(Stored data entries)
******

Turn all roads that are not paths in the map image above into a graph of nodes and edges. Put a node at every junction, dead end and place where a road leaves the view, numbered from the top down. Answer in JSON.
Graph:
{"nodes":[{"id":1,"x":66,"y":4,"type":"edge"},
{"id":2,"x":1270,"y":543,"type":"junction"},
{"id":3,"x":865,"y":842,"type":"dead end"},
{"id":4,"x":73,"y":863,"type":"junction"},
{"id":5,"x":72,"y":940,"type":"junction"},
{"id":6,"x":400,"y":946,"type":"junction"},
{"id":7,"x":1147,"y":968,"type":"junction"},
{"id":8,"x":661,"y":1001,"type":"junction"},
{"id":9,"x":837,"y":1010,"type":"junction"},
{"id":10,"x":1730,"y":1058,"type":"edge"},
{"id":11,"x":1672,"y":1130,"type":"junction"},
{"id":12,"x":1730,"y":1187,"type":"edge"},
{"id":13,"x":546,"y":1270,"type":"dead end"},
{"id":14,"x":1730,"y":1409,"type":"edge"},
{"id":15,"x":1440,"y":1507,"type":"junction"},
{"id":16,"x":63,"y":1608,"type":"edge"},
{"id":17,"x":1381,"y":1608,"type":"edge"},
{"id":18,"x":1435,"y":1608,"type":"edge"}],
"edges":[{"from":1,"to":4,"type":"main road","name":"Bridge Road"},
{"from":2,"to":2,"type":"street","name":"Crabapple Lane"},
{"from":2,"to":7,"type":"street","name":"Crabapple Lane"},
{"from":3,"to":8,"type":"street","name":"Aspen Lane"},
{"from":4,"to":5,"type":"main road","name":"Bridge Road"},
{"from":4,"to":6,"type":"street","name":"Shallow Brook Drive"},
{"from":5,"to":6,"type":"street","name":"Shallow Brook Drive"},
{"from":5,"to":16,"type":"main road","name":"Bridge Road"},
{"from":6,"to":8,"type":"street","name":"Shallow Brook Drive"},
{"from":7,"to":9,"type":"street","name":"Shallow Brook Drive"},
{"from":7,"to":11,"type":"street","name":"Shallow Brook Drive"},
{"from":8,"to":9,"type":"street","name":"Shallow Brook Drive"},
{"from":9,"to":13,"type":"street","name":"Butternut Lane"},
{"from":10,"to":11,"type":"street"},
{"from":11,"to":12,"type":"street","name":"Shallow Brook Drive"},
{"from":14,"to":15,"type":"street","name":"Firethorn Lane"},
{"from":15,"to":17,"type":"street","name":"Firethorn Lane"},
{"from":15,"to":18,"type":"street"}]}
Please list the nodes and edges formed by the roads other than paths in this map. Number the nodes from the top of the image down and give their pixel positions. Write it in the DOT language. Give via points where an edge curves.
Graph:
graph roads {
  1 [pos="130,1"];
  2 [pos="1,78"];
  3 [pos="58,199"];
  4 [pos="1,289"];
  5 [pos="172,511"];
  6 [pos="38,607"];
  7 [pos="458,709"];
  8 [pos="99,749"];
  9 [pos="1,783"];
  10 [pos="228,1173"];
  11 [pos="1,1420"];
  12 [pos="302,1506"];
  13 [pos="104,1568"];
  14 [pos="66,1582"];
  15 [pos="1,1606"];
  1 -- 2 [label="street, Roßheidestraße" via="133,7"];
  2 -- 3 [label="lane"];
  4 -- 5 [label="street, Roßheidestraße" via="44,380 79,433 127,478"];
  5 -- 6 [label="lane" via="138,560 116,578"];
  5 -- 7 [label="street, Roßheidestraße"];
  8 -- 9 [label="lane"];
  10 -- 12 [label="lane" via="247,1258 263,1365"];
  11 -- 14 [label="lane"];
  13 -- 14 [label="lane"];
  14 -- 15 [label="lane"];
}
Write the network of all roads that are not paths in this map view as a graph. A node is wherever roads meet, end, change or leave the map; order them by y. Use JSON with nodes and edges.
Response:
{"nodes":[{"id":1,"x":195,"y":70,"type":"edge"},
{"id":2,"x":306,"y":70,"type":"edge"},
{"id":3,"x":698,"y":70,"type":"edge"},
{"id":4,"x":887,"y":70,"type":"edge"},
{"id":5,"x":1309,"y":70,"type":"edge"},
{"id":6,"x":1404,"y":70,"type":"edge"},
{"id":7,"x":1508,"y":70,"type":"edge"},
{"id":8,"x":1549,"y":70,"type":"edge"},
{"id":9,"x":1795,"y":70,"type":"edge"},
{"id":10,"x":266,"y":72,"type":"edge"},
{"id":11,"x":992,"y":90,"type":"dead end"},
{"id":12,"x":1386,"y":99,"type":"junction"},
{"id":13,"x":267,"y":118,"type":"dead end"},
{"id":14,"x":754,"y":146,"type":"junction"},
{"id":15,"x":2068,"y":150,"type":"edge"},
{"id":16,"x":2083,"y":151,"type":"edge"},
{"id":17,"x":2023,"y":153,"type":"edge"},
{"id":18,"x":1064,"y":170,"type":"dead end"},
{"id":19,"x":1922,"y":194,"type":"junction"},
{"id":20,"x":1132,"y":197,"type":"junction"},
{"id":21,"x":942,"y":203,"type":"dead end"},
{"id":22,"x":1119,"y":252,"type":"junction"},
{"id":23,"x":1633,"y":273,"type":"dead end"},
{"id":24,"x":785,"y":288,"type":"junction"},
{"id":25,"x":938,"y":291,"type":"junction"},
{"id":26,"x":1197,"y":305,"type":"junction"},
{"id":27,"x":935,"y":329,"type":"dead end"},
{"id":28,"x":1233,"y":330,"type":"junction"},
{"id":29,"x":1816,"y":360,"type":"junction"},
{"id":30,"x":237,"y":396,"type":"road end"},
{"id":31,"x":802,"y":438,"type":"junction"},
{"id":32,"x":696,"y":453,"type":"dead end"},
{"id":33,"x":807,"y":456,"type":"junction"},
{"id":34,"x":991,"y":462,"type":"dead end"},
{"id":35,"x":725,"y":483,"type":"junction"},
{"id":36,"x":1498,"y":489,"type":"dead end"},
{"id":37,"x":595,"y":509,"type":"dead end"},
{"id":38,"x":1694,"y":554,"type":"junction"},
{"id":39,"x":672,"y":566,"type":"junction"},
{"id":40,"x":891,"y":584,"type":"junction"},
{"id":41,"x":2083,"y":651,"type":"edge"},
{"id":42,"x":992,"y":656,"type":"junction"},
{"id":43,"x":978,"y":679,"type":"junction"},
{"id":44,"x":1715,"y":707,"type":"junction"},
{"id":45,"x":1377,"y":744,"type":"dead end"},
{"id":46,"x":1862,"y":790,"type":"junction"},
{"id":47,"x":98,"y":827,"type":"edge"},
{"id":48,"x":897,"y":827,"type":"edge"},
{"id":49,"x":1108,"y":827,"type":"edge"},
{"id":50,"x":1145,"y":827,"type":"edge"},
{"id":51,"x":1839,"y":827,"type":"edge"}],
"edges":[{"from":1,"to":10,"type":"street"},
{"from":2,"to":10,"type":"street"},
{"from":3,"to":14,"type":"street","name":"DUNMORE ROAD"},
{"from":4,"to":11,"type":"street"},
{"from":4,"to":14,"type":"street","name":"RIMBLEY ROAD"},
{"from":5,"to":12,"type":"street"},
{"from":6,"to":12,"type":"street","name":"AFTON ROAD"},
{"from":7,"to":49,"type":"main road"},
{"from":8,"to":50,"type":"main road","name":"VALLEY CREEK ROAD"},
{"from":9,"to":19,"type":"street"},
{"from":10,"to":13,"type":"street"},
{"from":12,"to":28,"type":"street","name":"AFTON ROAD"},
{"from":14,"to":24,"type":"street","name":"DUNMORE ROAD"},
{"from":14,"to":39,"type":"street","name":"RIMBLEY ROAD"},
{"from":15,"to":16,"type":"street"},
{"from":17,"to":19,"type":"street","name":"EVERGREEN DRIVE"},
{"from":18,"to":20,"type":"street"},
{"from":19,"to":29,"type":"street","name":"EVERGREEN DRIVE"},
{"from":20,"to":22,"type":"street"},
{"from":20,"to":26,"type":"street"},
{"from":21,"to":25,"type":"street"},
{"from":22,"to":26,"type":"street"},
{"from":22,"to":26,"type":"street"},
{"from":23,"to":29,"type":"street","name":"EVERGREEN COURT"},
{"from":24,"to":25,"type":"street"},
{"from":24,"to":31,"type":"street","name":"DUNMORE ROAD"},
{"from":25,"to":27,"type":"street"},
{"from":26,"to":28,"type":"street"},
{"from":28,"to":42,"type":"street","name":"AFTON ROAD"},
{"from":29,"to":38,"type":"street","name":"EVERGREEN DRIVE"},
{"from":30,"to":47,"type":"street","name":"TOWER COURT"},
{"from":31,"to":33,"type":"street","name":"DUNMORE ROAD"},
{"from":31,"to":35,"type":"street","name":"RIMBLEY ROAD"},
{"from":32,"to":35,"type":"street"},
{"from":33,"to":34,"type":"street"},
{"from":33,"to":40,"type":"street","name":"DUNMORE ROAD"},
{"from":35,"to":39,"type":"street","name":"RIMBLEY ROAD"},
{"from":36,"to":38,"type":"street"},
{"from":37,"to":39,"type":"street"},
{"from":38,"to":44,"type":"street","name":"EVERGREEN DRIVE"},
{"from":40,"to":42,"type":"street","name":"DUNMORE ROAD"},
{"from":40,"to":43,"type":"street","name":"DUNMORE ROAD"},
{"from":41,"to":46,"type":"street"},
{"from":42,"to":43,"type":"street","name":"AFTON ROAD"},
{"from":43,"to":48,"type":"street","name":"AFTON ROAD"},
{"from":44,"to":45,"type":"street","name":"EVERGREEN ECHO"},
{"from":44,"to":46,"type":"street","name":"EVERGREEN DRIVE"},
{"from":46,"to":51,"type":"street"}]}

******

§ **TO DO**:
Return each line of the data that contains the string "AFTON".

§ **TASK RESPONSE**:
{"from":6,"to":12,"type":"street","name":"AFTON ROAD"},
{"from":12,"to":28,"type":"street","name":"AFTON ROAD"},
{"from":28,"to":42,"type":"street","name":"AFTON ROAD"},
{"from":42,"to":43,"type":"street","name":"AFTON ROAD"},
{"from":43,"to":48,"type":"street","name":"AFTON ROAD"},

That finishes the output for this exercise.